Two of the industry’s most established director’s viewfinder apps are adding real-time sun tracking within days of each other: Chemical Wedding is integrating its Helios Live-View technology into the Artemis Director’s Viewfinder, while Cadrage 6.0 introduces a native sun path overlay, available now and free for all users. Together, the updates confirm a clear trend: sun-position previsualization is becoming a standard viewfinder feature rather than a separate app.
Anyone who has scouted a location knows the ritual: frame the shot in a viewfinder app, then switch to a separate sun tracker to figure out where the light will actually be when the camera rolls. Within a single news cycle, both Chemical Wedding and Cadrage have decided that this second step belongs inside the viewfinder itself. The two announcements differ in approach and timing, so let’s look at each in turn before considering what the convergence means for scouting workflows.

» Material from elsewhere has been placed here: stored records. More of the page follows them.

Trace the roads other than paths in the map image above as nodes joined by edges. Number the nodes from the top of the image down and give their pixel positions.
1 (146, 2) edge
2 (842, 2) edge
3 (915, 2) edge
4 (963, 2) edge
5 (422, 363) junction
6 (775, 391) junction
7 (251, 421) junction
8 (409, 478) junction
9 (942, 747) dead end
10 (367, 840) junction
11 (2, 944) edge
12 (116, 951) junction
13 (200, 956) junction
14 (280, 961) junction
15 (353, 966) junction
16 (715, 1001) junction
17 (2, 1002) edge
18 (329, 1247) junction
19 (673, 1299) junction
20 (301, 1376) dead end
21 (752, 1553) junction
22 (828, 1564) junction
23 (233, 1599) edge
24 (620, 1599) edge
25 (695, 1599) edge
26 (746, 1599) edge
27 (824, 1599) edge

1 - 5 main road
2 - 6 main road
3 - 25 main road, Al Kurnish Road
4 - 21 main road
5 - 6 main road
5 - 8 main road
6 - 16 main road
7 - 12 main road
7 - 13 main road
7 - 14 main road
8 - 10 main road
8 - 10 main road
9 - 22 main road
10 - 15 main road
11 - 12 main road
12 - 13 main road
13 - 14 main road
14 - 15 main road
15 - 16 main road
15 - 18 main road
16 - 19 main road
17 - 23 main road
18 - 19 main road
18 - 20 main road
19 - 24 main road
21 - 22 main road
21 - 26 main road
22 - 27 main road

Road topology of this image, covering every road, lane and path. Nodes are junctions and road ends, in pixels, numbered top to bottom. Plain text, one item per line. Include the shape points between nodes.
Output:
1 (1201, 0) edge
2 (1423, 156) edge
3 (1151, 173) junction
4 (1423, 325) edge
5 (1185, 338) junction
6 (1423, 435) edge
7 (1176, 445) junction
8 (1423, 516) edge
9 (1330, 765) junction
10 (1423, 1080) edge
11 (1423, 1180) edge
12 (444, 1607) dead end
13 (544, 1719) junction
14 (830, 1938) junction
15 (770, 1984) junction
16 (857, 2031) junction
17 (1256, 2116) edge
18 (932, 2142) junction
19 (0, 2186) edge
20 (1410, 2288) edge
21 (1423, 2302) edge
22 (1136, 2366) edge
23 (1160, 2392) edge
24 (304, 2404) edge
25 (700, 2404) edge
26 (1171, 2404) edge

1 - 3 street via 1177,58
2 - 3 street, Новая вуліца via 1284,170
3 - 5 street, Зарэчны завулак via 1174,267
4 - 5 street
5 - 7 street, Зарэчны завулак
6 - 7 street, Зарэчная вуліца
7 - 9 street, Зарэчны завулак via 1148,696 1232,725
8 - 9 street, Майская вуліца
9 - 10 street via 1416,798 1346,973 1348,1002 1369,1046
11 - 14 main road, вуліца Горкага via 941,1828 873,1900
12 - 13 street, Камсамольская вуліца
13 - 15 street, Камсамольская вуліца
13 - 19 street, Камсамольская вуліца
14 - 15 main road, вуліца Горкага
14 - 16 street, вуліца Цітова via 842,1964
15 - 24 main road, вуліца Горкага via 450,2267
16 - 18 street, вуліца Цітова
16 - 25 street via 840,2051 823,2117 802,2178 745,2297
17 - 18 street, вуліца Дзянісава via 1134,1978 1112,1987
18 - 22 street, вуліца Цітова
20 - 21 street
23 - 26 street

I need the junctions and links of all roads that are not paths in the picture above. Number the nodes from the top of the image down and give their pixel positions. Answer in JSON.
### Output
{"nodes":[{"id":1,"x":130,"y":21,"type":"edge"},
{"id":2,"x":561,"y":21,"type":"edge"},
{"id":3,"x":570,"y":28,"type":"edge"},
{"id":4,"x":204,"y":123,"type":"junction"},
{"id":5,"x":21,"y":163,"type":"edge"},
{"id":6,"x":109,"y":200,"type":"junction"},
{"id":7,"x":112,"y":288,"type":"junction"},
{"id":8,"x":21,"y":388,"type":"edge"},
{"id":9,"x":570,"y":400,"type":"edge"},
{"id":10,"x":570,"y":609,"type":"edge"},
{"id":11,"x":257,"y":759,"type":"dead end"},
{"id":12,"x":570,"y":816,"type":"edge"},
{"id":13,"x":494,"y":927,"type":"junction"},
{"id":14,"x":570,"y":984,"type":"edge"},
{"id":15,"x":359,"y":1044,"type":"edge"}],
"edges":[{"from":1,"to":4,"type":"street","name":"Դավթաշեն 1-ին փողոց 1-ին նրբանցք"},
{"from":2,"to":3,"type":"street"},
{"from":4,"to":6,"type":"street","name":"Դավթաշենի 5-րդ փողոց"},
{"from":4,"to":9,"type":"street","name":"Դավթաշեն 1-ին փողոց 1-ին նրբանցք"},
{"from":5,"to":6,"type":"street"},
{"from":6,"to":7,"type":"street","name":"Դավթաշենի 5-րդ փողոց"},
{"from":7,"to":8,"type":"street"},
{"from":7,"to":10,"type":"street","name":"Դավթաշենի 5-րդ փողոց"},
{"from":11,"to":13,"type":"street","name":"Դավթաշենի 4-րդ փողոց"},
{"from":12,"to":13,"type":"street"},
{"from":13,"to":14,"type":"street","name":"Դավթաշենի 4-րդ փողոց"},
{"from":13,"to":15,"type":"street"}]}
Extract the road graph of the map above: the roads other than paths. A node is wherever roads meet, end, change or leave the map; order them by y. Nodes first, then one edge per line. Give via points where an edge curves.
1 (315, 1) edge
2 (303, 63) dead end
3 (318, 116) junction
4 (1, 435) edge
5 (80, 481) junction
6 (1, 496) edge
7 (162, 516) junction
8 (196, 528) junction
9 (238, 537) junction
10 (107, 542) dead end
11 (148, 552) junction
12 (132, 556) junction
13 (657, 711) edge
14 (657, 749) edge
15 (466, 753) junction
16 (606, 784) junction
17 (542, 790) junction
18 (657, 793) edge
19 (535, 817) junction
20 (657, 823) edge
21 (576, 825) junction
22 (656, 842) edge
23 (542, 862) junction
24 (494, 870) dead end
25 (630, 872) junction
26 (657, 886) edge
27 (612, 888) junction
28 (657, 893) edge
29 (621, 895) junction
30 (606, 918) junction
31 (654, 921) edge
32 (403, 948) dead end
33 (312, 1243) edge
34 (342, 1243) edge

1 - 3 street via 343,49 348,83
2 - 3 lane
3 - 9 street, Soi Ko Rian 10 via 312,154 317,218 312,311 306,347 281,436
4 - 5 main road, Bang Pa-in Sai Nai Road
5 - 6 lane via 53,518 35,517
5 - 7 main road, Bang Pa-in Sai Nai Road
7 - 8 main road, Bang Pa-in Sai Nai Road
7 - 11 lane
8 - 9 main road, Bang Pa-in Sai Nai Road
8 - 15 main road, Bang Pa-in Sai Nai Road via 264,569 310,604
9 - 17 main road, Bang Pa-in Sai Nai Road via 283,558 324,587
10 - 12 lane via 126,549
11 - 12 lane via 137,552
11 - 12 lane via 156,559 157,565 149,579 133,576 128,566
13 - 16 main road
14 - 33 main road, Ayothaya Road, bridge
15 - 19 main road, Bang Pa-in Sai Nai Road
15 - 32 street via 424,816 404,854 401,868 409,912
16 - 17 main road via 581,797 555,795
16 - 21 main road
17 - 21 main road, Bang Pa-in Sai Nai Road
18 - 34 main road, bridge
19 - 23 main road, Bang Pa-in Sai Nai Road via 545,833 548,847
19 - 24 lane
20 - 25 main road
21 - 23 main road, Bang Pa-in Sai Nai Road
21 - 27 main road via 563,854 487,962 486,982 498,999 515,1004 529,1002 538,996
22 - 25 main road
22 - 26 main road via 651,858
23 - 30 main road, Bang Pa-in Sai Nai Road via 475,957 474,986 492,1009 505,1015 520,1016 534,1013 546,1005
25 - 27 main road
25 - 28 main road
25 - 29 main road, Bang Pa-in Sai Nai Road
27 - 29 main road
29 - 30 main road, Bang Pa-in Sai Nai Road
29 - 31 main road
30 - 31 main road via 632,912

Helios Live-View comes to ArtemisThe Emmy Award-winning Artemis Director’s Viewfinder has served the film industry since 2008 and remains one of the standard tools for previewing camera and lens combinations during prep. Helios Live-View, introduced in 2014, lets filmmakers preview the sun’s position in real time over a live camera feed. Chemical Wedding is now merging the two: Artemis users will get the same live-feed functionality directly inside the viewfinder, so previsualizing a shot and planning location lighting happen on a single screen during scouting. According to the company, this marks the first time the core technologies of the two platforms have been combined.
“Bringing Live-View into Artemis Director’s Viewfinder means directors and cinematographers no longer have to choose between two separate workflows,” said Nic Sadler of Chemical Wedding. “They get the precision Artemis is known for, combined with the real-time feedback that Helios users have relied on for a decade.”
The updated version of Artemis featuring Helios Live-View is scheduled for July 2026. Helios continues as a standalone app and is set to receive a substantial update of its own in late 2026. The integration also fits Chemical Wedding’s recent ecosystem push, following the release of Artemis Studio for Mac, the desktop companion that syncs shot plans, images, and sun position data with the iOS app.
Cadrage 6.0 brings sun tracking to everyone, for freeCadrage, the Vienna-based director’s viewfinder app used by more than 100,000 filmmakers, has taken a different route: rather than merging with a companion product, the team built sun tracking directly into version 6.0 of the app. The update displays the sun’s path for any date directly in the viewfinder, showing where the sun will rise, travel, and set at your location. Activation is simple; users tap the menu button in the lower left of the viewfinder and select “Sun”. I tried it briefly and it works as expected.
Two details stand out here. First, the feature is already live: version 6.0 is available now on the App Store. Second, it is free for all Cadrage users, with no add-on purchase or subscription tied to it. That is worth noting in a period when the company has just moved its separate pre-production suite, Cadrage Studio, to subscription pricing; the core viewfinder app clearly remains a one-time purchase that keeps gaining functionality.
Why every viewfinder suddenly tracks the sunIf this all sounds familiar, it should. Just weeks ago, the newcomer LIGHTFRAMER PRO launched with real-time sun tracking built into its iPhone viewfinder from day one, positioning the combination as its main selling point. With Artemis and Cadrage now following within the same month, the message is unmistakable: what was a differentiator in June is on its way to becoming table stakes by August.
The logic is easy to follow from a working cinematographer’s perspective. Sun position is one of the few scouting variables that cannot be judged by eye on the day of the scout, and translating data from a separate sun app into a framed shot has always involved guesswork. Overlaying the sun’s path directly on the viewfinder image answers the questions that matter in one glance: will the sun sit behind the subject, creep into frame, or hit the background at call time. It is also a reminder of how quickly the pre-production app space is consolidating features, with viewfinder makers expanding into full planning suites and single-purpose tools being absorbed into larger workflows.
There are still open questions. We have not yet tested how the Helios feed performs inside Artemis, and accuracy across the different implementations is something we would want to verify in the field before calling any of them the definitive solution.
Cadrage 6.0 with sun tracking is available now on the App Store as a free update for existing users; details are on the Cadrage website. The updated Artemis Director’s Viewfinder with Helios Live-View arrives in July 2026, with more information on the Chemical Wedding website.